I never thought I’d be a teacher and I never thought I’d work in prisons. I went to university as an easy way to escape a rural upbringing that didn’t really suit me and did an English degree for no real reason other than I enjoyed reading and school said I was good at writing essays. And then I drifted.
It took a significant life event to jolt me into realising that I could and probably should do something with more purpose. I had been fascinated by the way my children had learnt and developed and I’d tutored others who’d gone on to good things, so I embarked on a PGCE in primary education.
Towards the end of my course, a friend and I went to a careers fair attended by a large number of supply agencies and a company called Novus. I was attracted by the large, hessian tote bags on their stall and two men there told me that primary teachers make great prison educators due to the level of English and maths they are used to teaching. My friend told me that her mum taught in prisons for a bit and had loved it. I said thanks for my free bag and thought it looked good for carrying lots of books.
There were many things I liked about being a primary teacher, particularly teaching reading and story time at the end of the day
There were many things I liked about being a primary teacher, particularly teaching reading and story time at the end of the day with everyone cross-legged on the carpet, tired but enthralled by the other worlds that were coming to life through words and pictures.
However, I struggled with the constant pressure of 60-hour weeks and the slowly dawning realisation that, no matter how hard I worked, I would never meet the impossible demands of the job. Eventually, I decided to get out.
It was at this point I remembered prison education and thought I’d give it a go. Unsure where to start looking, I googled ‘prison teaching Novus’ and saw an English tutor position available at HMP Liverpool. I applied during the Christmas holidays and waited.
I heard nothing but was later contacted by HMP Hindley about a cover tutor role. I wasn’t sure at first as I was used to the financial safety of a full-time job but thought it was worth going to the interview for the experience.

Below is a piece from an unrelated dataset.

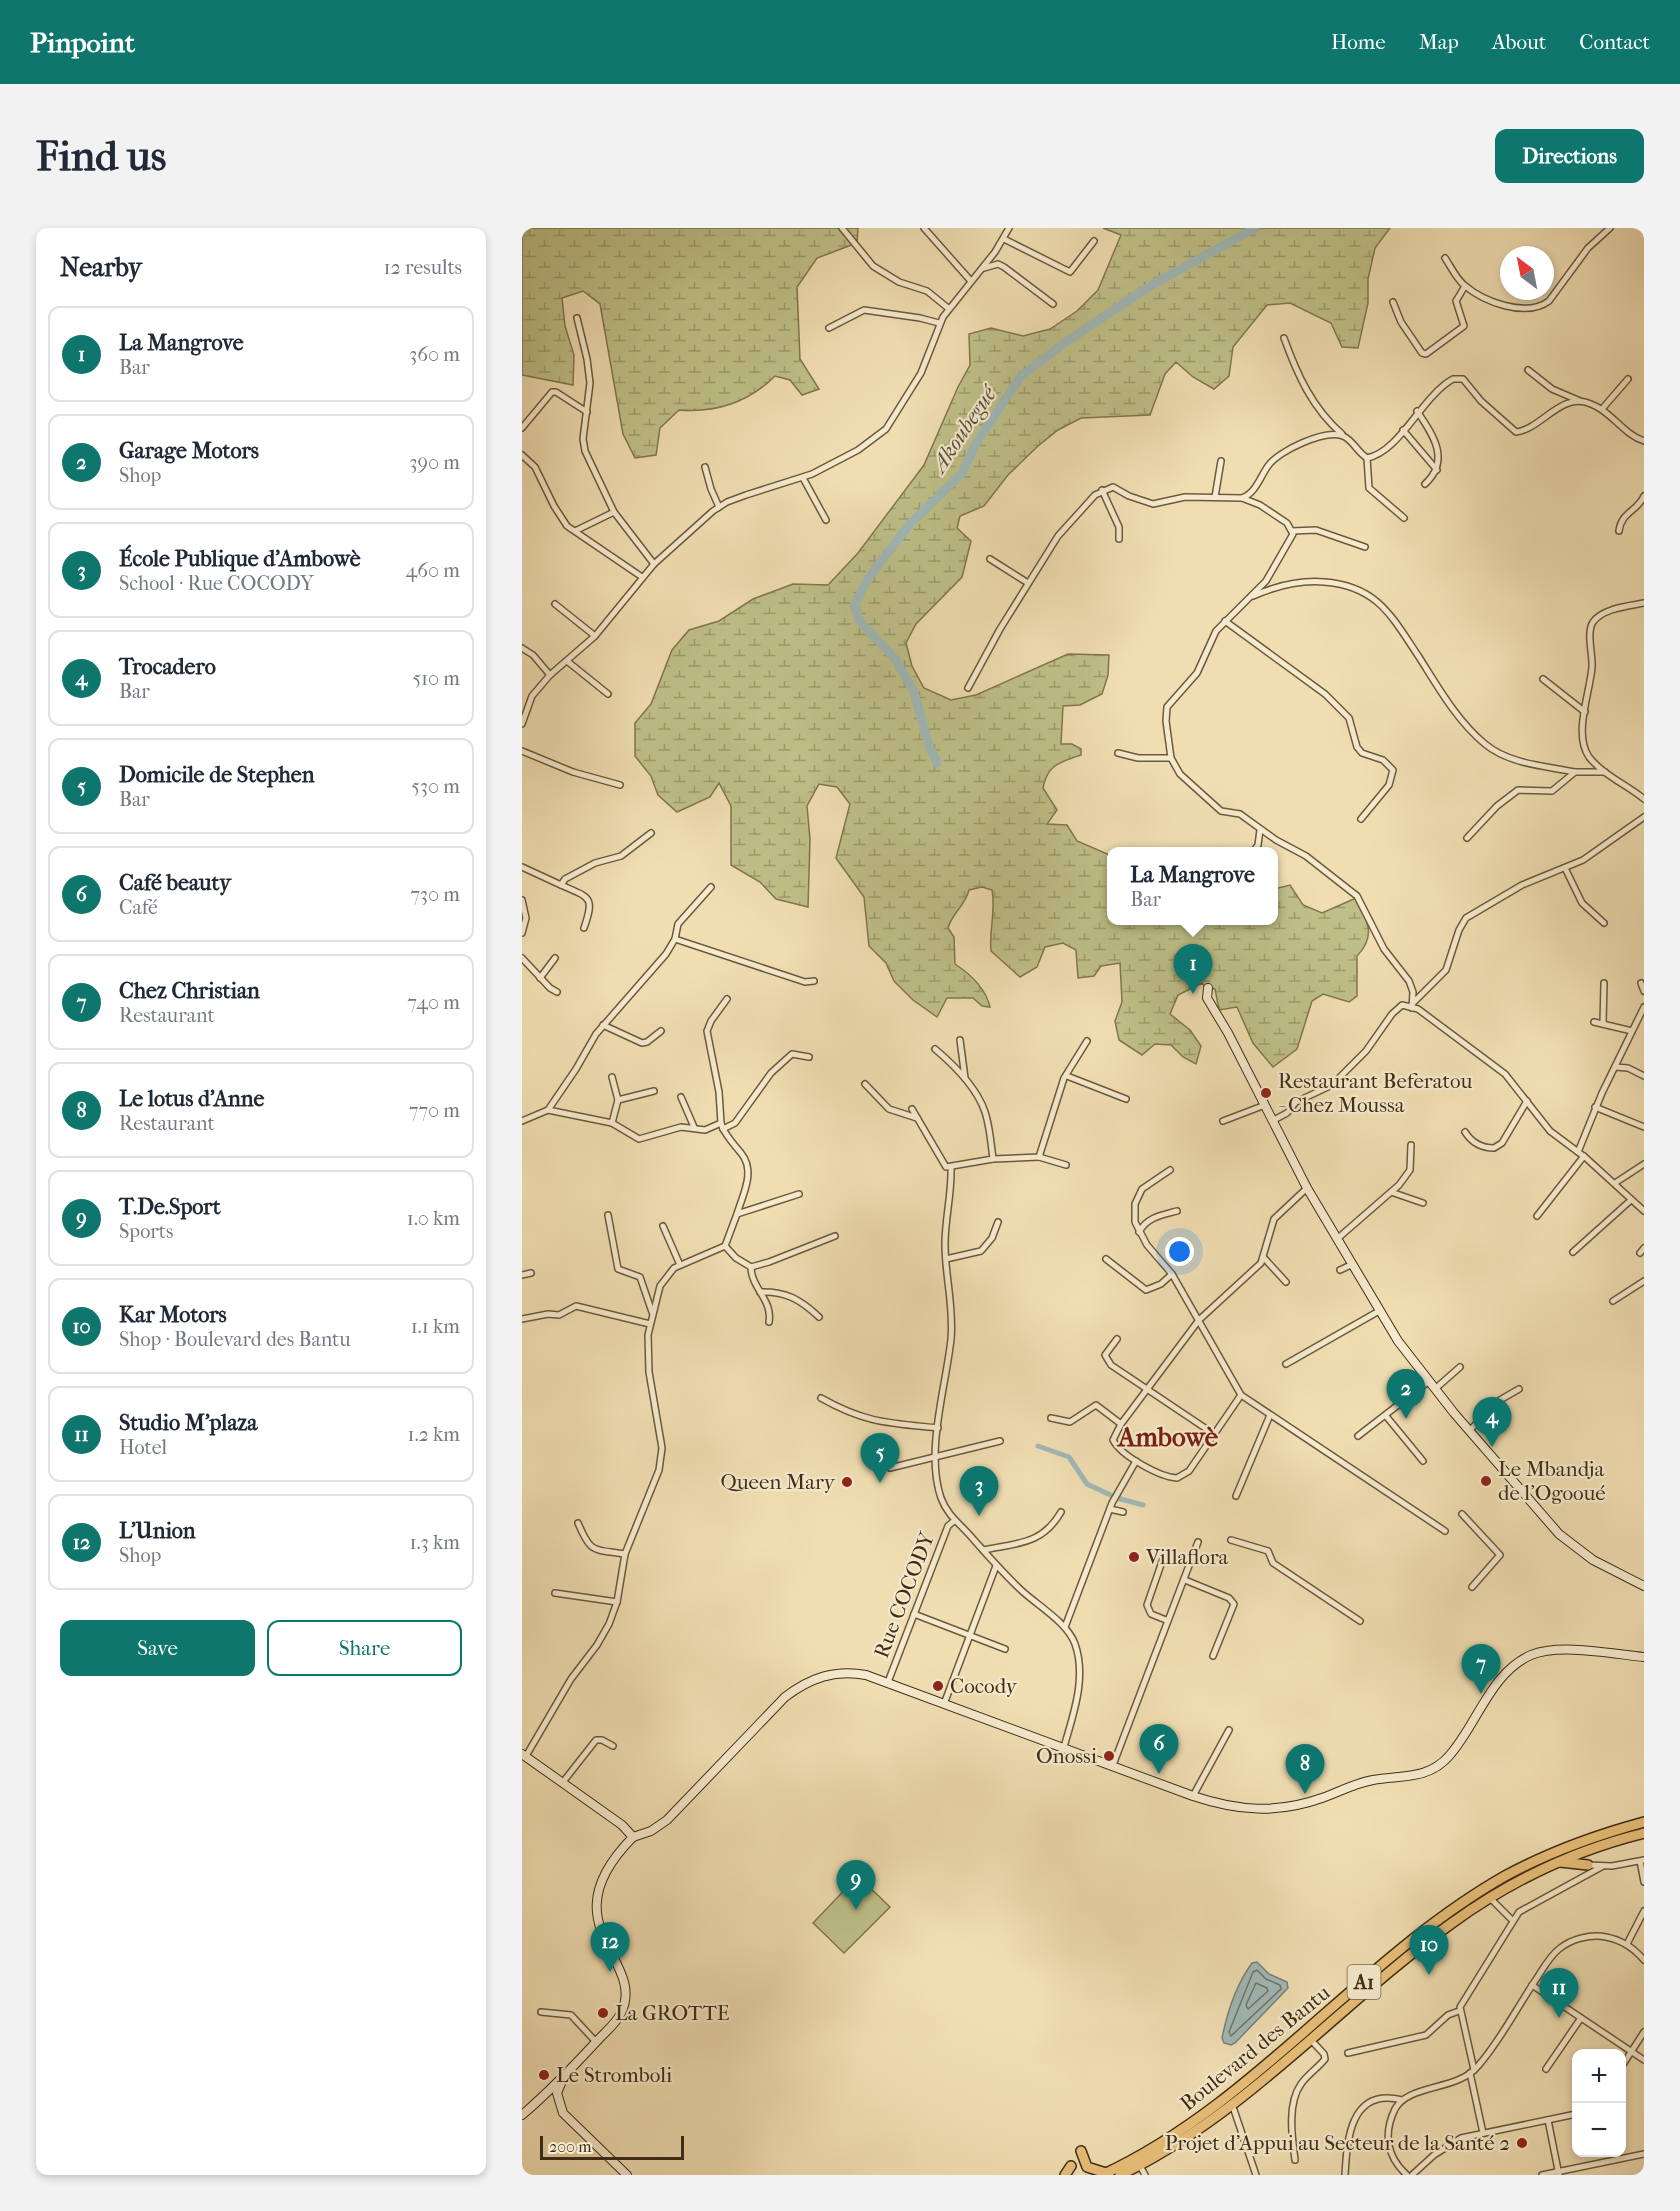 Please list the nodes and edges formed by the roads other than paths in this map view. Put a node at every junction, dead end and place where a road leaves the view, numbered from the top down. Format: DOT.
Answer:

Armed with my Novus tote bag full of resources for my demonstration lesson, I arrived at Hindley not knowing what to expect and did my best not to look too wide-eyed with curiosity at my first time in a prison. The interview went well, and I accepted the job thinking I could use school supply teaching as a back-up if it didn’t work out.
My experience with teaching at primary schools was invaluable in informing lessons with emergent reader adults and those acquiring basic English skills
I needn’t have worried. After completing an induction at Hindley, I actually ended up at HMP Liverpool teaching entry English and ESOL full-time and never had to approach a supply agency. The men on the Novus stand were right: my experience with teaching at primary schools was invaluable in informing lessons with emergent reader adults and those acquiring basic English skills. I love the honesty of prison teaching. If your learners don’t agree with something, you’ll know about it but, equally, they’ll also show real appreciation for a well-planned lesson and understand the effort you’ve put in. In a moment of open reflection, I realised that I was better at teaching adults than children. I found it easier to level with my learners and be myself without the performance aspect that comes with primary teaching. I found with focus and hard work I could get everything done onsite and no longer had to work every evening or at weekends. The holidays were shorter but were entirely my own. I also grabbed the many opportunities for professional development that came my way: a CELTA (Certificate in Teaching English to Speakers of Other Languages) qualification, leading two OTLA action research projects and a management secondment.
In March 2022, Ofsted published a report highlighting the improvements needed to support the development of reading throughout prisons. In response to this, I moved into a new role and now manage the reading strategy for five prisons in Greater Manchester, Merseyside and Cheshire. It has a wide remit and involves researching assessment, developing a reading curriculum and managing specialist tutors, collaborating with writers, poets and theatres as well as working in partnership with a range of prison staff. I have been able to use my previous training and experience to full effect and thoroughly enjoy the variety and autonomy of this position.
Moving into this sector was definitely the right decision for me and I’m grateful that I’ve been able to find my niche
Working in prison education is not without its challenges. Which jobs are? Moving into this sector was definitely the right decision for me and I’m grateful that I’ve been able to find my niche. I don’t have my Novus bag anymore though – I broke it putting too many books in it.